Это было безумно и незаконно. В дежурке отделения, где мы не должны были находиться, я и Рант ждали остальных. Уже нетрезвый от бурбона и пива, одетый в робу Дома и парик, изображая гомера, я лежал на нижней полке, а Рант болтал о половой зрелости и подключал меня к монитору. Монитор включился, издал ПИК и зеленая линия добавила красок к освещенной красной лампой дежурке, а я подумал, что если мы добавим желтого, то Чак почувствует себя дома в Мемфисе, на перекрестке. Когда я рассказал Бэрри, что доктор Сандерс умер, она спросила: «Как ты думаешь, где он?» — и все, что я мог ответить было: «Он внутри нас всех», — и я думал о том, как его жизнь переплелась с моей, умирающей осенней бабочкой, замерзающей, умоляющей притормозить наступление зимы. Что там было в последнем письме отца?
«...Наступает зима и ты без сомнения привыкаешь к стрессу и долгим часам работы.

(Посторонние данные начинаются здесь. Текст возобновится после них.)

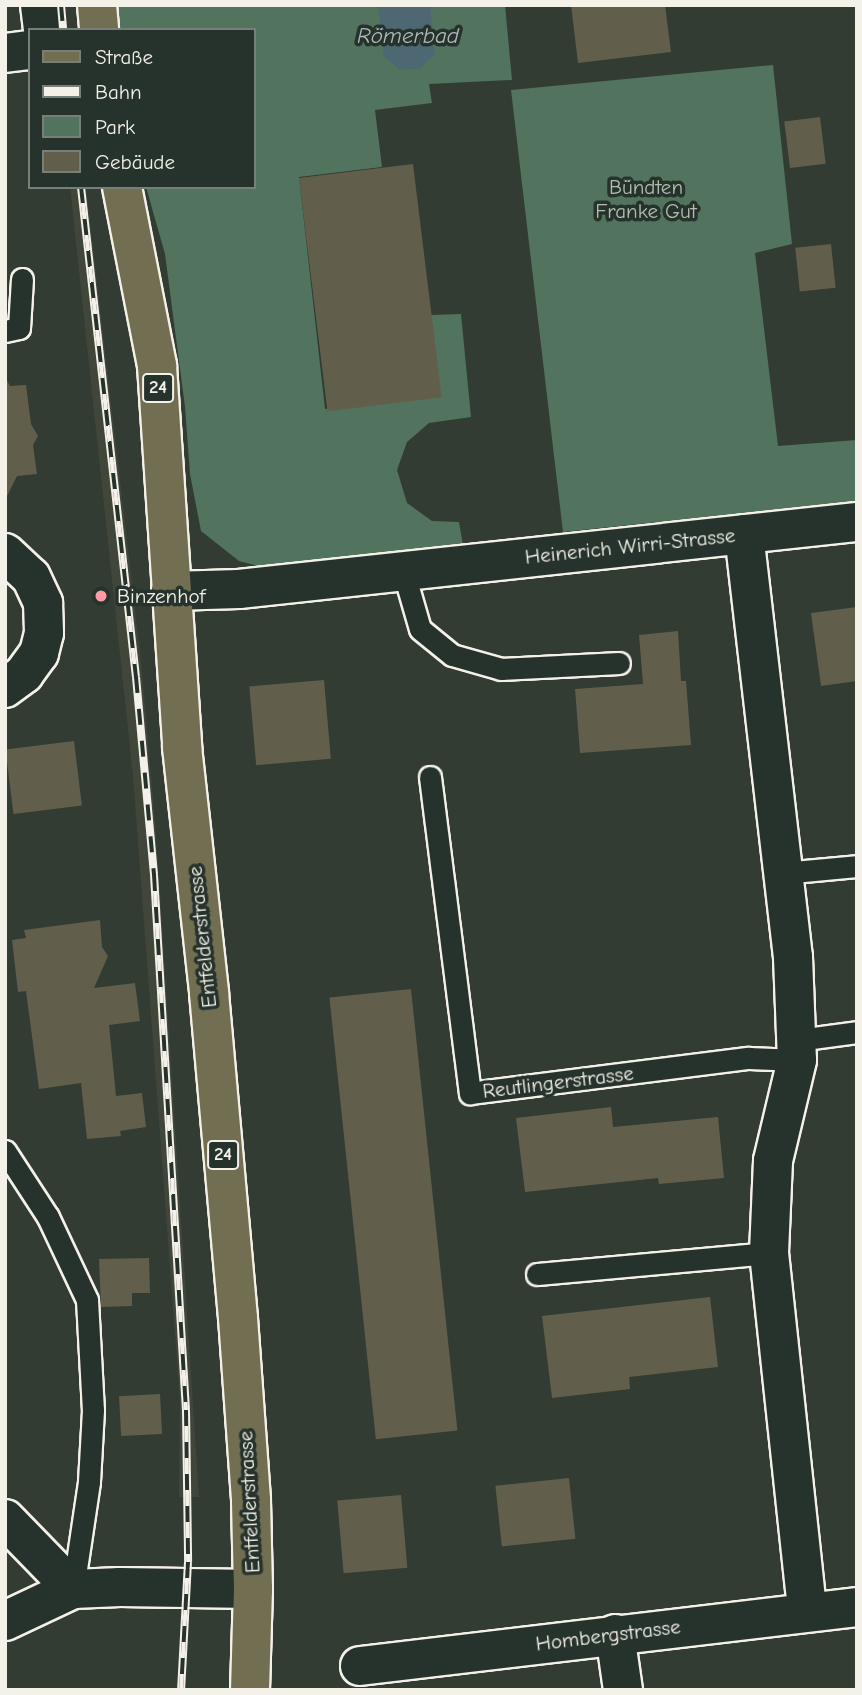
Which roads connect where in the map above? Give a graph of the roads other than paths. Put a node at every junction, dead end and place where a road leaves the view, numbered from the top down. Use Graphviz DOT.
graph roads {
  1 [pos="40,5"];
  2 [pos="97,5"];
  3 [pos="43,28"];
  4 [pos="99,28"];
  5 [pos="28,50"];
  6 [pos="5,53"];
  7 [pos="122,189"];
  8 [pos="22,279"];
  9 [pos="5,331"];
  10 [pos="857,522"];
  11 [pos="744,534"];
  12 [pos="5,553"];
  13 [pos="403,570"];
  14 [pos="172,591"];
  15 [pos="620,663"];
  16 [pos="5,688"];
  17 [pos="430,777"];
  18 [pos="857,866"];
  19 [pos="782,873"];
  20 [pos="857,1032"];
  21 [pos="797,1050"];
  22 [pos="5,1151"];
  23 [pos="769,1253"];
  24 [pos="537,1275"];
  25 [pos="5,1518"];
  26 [pos="73,1589"];
  27 [pos="253,1589"];
  28 [pos="857,1607"];
  29 [pos="807,1611"];
  30 [pos="5,1621"];
  31 [pos="615,1634"];
  32 [pos="360,1666"];
  33 [pos="250,1690"];
  34 [pos="623,1690"];
  1 -- 3 [label="street"];
  2 -- 4 [label="main road"];
  5 -- 6 [label="street"];
  7 -- 14 [label="main road, Entfelderstrasse / 24"];
  8 -- 9 [label="lane"];
  10 -- 11 [label="street, Heinerich Wirri-Strasse"];
  11 -- 13 [label="street, Heinerich Wirri-Strasse"];
  11 -- 19 [label="street"];
  12 -- 16 [label="street"];
  13 -- 14 [label="street, Heinerich Wirri-Strasse"];
  13 -- 15 [label="lane"];
  14 -- 27 [label="main road, Entfelderstrasse / 24"];
  17 -- 21 [label="lane, Reutlingerstrasse"];
  18 -- 19 [label="lane"];
  19 -- 21 [label="street"];
  20 -- 21 [label="lane, Reutlingerstrasse"];
  21 -- 23 [label="street"];
  22 -- 26 [label="lane"];
  23 -- 24 [label="lane"];
  23 -- 29 [label="street"];
  25 -- 26 [label="street"];
  26 -- 27 [label="street"];
  26 -- 30 [label="street"];
  27 -- 33 [label="main road, Entfelderstrasse / 24"];
  28 -- 29 [label="street, Hombergstrasse"];
  29 -- 31 [label="street, Hombergstrasse"];
  31 -- 32 [label="street, Hombergstrasse"];
  31 -- 34 [label="street"];
}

У тебя есть прекрасная возможность изучить медицину и начать работать с людьми...»
Раздался стук в дверь, а потом еще два, что было нашим условным сигналом. И вот, в форме медсестер перед нами предстали Энджел и Молли. Я смотрел, как Громовые Бедра обняла и поцеловала Ранта. Он, казалось, засмущался. Она сказала:
— Привет, — жест в сторону Ранта. — Рант. Как там у тебя дела?
— Привет Энджи, — сказал Рант напряженно.
Энджи взяла его руку и засунула себе под юбку, заставив обнять ее мощную задницу. Рант посмотрел на Молли, прикидывая, как она отнесется к такой открытости. Молли обняла его сзади и начала целовать его шею и водить руками по его груди и животу, от грудинно-ключичного соединения до паха. Фальцетом гомера я закричал ПАМАГИ СИСТРА ПАМАГИ СИСТРА ПАМАГИ СИСТРА, и они перешли на меня. Они откинули занавески, закрывающие нижнюю полку и склонились надо мной. Их блузки были расстегнуты, и я мог лицезреть две пары потрясающих эластичных бюстов, прикрытых морем кружев. Ох, приникнуть к ним, положить туда мою заполненную горем и яростью голову, лизать их! Сосать! Один, два, три, четыре соска! Когда я попытался сделать это, они оттолкнули меня, а так как я был гомер, а ГОМЕРЫ СТРЕМЯТСЯ ВНИЗ, они решили, что меня надо связать и с энтузиазмом этим занялись.